What you should do: Once the pictures are set aside, transcribe each line of the data exactly.

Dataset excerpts
---+---

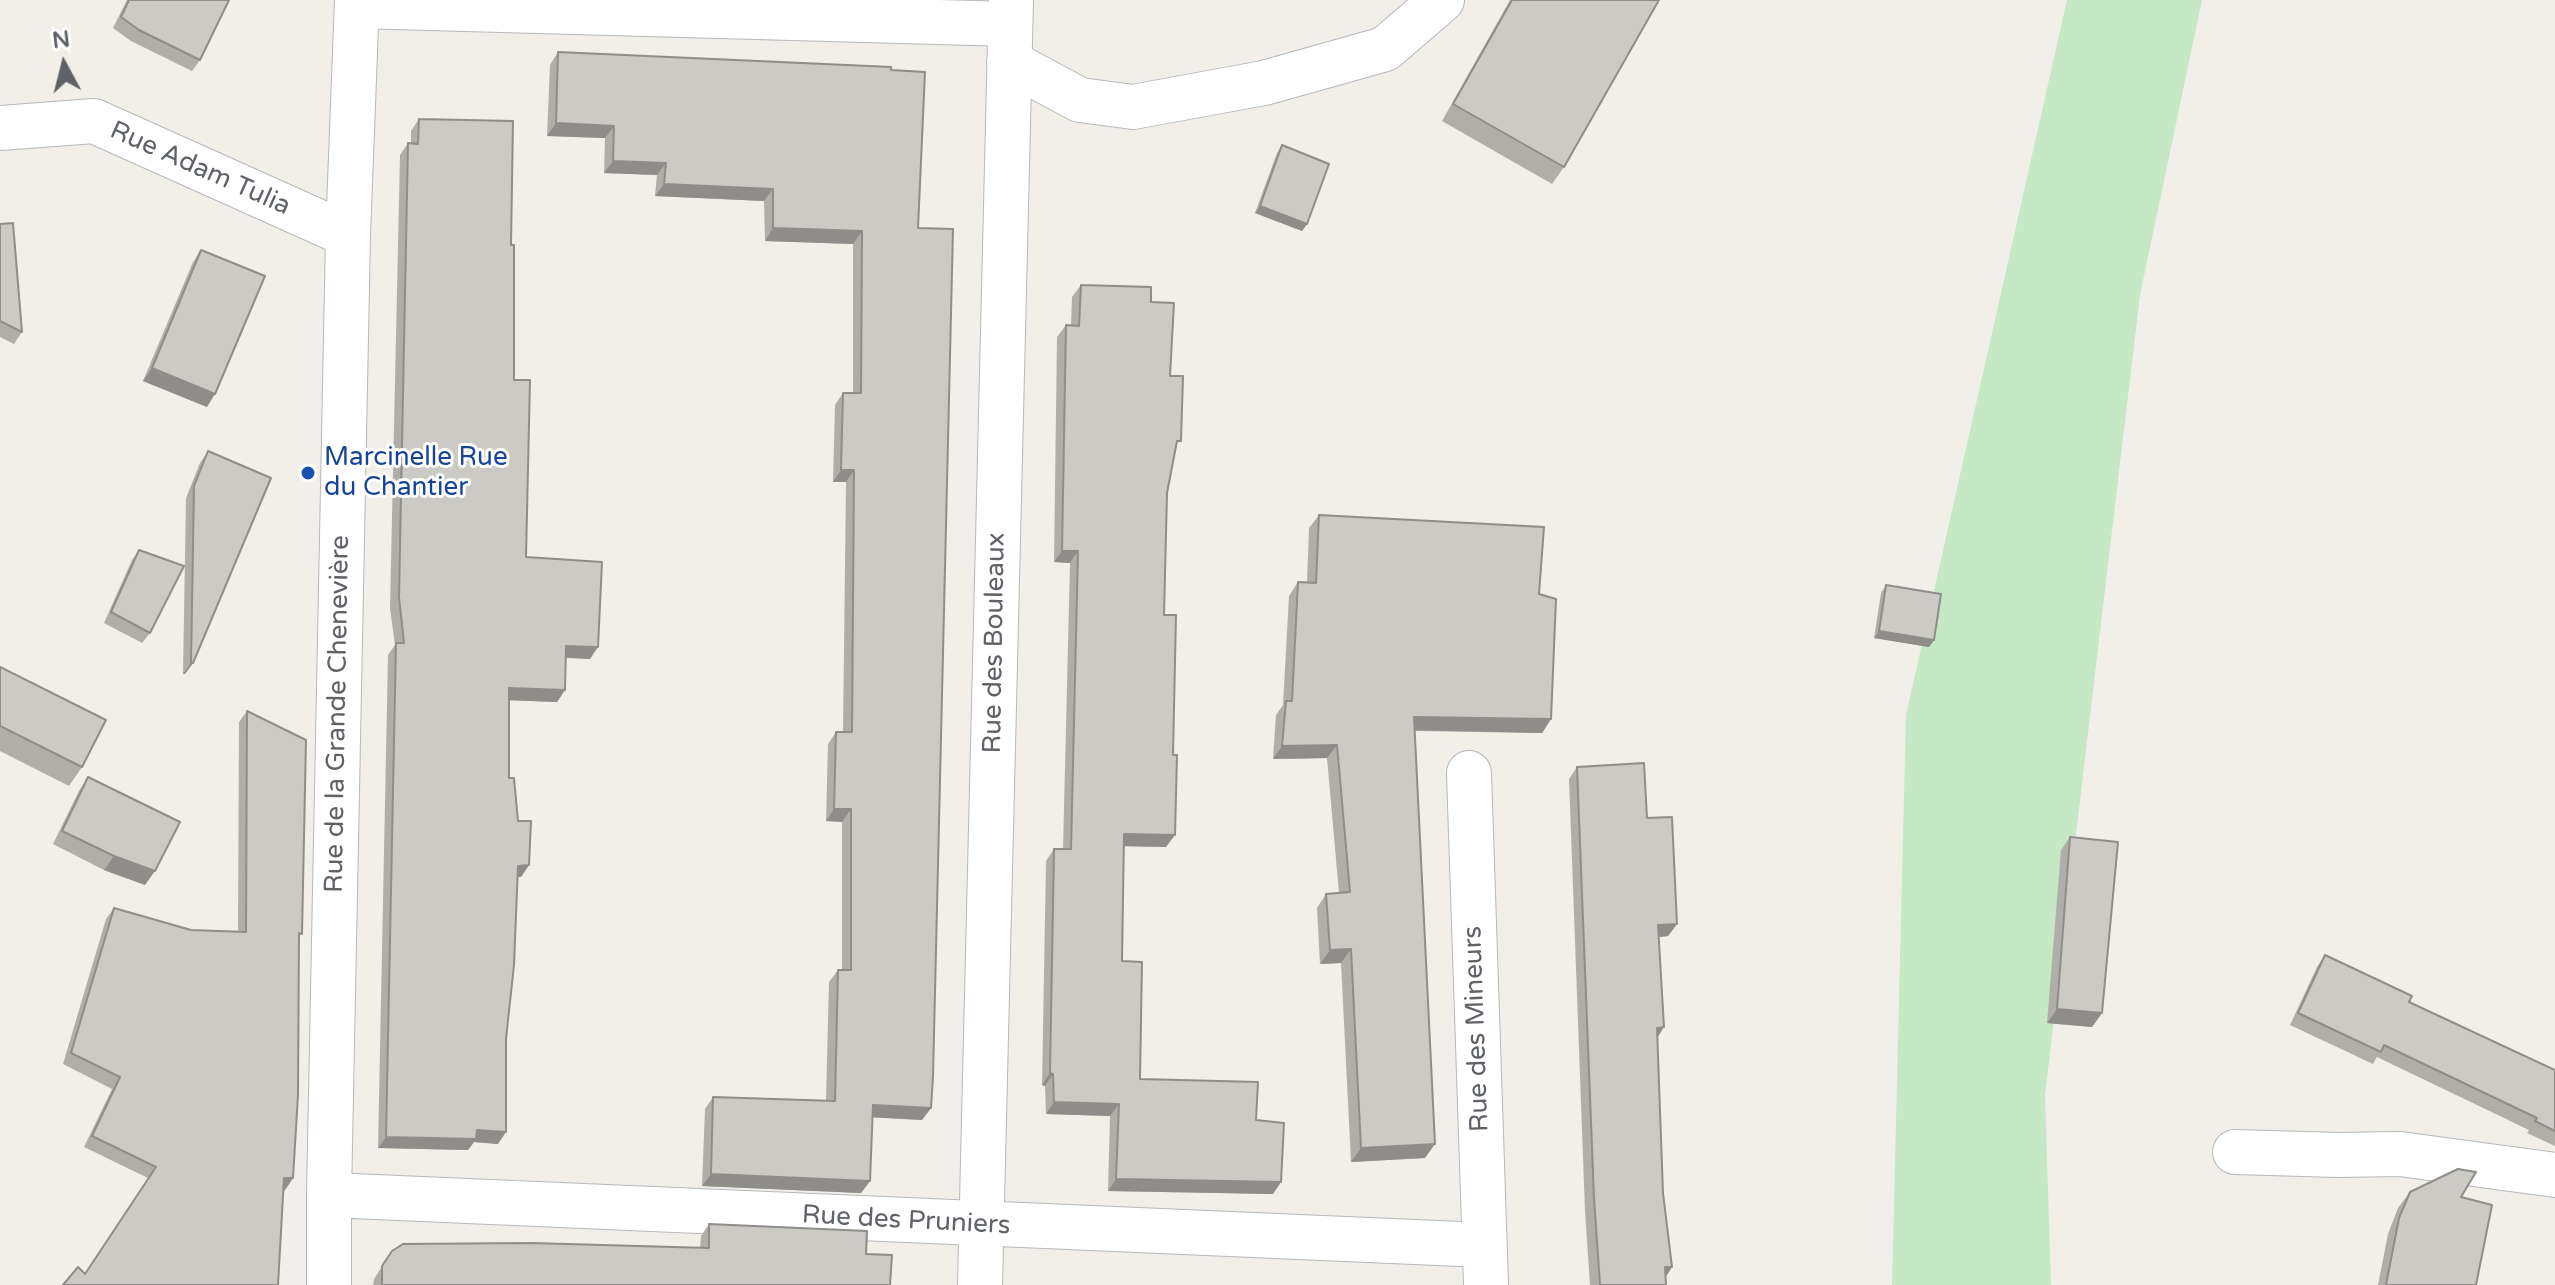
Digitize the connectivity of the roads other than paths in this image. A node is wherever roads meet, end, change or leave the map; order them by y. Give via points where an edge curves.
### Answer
1 (1442, 0) edge
2 (357, 3) edge
3 (1010, 29) edge
4 (0, 128) edge
5 (348, 235) junction
6 (1469, 773) dead end
7 (2235, 1152) dead end
8 (2555, 1175) edge
9 (329, 1195) junction
10 (981, 1224) junction
11 (1485, 1265) edge
12 (329, 1285) edge
13 (980, 1285) edge

1 - 3 street via 1385,49 1264,83 1133,107 1080,100
2 - 3 street
2 - 5 street, Rue de la Grande Chenevière
3 - 10 street, Rue des Bouleaux
4 - 5 street, Rue Adam Tulia via 94,121
5 - 9 street, Rue de la Grande Chenevière
6 - 11 street, Rue des Mineurs
7 - 8 street via 2400,1154
9 - 10 street, Rue des Pruniers
9 - 12 street, Rue de la Grande Chenevière
10 - 11 street, Rue des Pruniers
10 - 13 street, Rue des Bouleaux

---+---

The answer:
Digitize the connectivity of the roads other than paths in this image. A node is wherever roads meet, end, change or leave the map; order them by y. Give via points where an edge curves.
### Answer
1 (1442, 0) edge
2 (357, 3) edge
3 (1010, 29) edge
4 (0, 128) edge
5 (348, 235) junction
6 (1469, 773) dead end
7 (2235, 1152) dead end
8 (2555, 1175) edge
9 (329, 1195) junction
10 (981, 1224) junction
11 (1485, 1265) edge
12 (329, 1285) edge
13 (980, 1285) edge

1 - 3 street via 1385,49 1264,83 1133,107 1080,100
2 - 3 street
2 - 5 street, Rue de la Grande Chenevière
3 - 10 street, Rue des Bouleaux
4 - 5 street, Rue Adam Tulia via 94,121
5 - 9 street, Rue de la Grande Chenevière
6 - 11 street, Rue des Mineurs
7 - 8 street via 2400,1154
9 - 10 street, Rue des Pruniers
9 - 12 street, Rue de la Grande Chenevière
10 - 11 street, Rue des Pruniers
10 - 13 street, Rue des Bouleaux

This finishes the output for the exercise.